Exercise requirements
Word for word, restate the lines from the one holding "middle pip: (825, 822)" through the end of the data below, including both endpoints and nothing more.

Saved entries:

= Beginning of Section =

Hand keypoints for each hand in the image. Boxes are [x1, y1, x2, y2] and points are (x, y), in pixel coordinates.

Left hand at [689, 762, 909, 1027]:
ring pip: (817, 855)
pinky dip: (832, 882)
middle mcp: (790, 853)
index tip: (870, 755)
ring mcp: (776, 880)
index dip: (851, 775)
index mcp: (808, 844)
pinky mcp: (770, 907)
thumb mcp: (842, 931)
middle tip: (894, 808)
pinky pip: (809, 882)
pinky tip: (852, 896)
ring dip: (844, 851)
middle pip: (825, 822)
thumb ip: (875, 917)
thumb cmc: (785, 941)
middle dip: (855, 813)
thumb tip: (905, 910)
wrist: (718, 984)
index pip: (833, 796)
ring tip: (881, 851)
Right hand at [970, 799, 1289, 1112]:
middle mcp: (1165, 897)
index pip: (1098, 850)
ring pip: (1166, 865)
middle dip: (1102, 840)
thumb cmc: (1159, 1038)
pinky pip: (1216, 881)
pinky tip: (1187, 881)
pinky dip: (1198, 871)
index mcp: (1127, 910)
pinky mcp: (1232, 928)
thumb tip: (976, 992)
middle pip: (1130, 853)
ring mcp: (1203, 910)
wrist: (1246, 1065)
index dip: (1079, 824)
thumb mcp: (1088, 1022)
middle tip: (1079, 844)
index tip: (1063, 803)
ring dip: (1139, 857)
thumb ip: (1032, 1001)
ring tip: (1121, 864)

= End of Section =

Completed exercise
middle pip: (825, 822)
thumb ip: (875, 917)
thumb cmc: (785, 941)
middle dip: (855, 813)
thumb tip: (905, 910)
wrist: (718, 984)
index pip: (833, 796)
ring tip: (881, 851)
Right hand at [970, 799, 1289, 1112]:
middle mcp: (1165, 897)
index pip: (1098, 850)
ring pip: (1166, 865)
middle dip: (1102, 840)
thumb cmc: (1159, 1038)
pinky pip: (1216, 881)
pinky tip: (1187, 881)
pinky dip: (1198, 871)
index mcp: (1127, 910)
pinky mcp: (1232, 928)
thumb tip: (976, 992)
middle pip: (1130, 853)
ring mcp: (1203, 910)
wrist: (1246, 1065)
index dip: (1079, 824)
thumb mcp: (1088, 1022)
middle tip: (1079, 844)
index tip: (1063, 803)
ring dip: (1139, 857)
thumb ip: (1032, 1001)
ring tip: (1121, 864)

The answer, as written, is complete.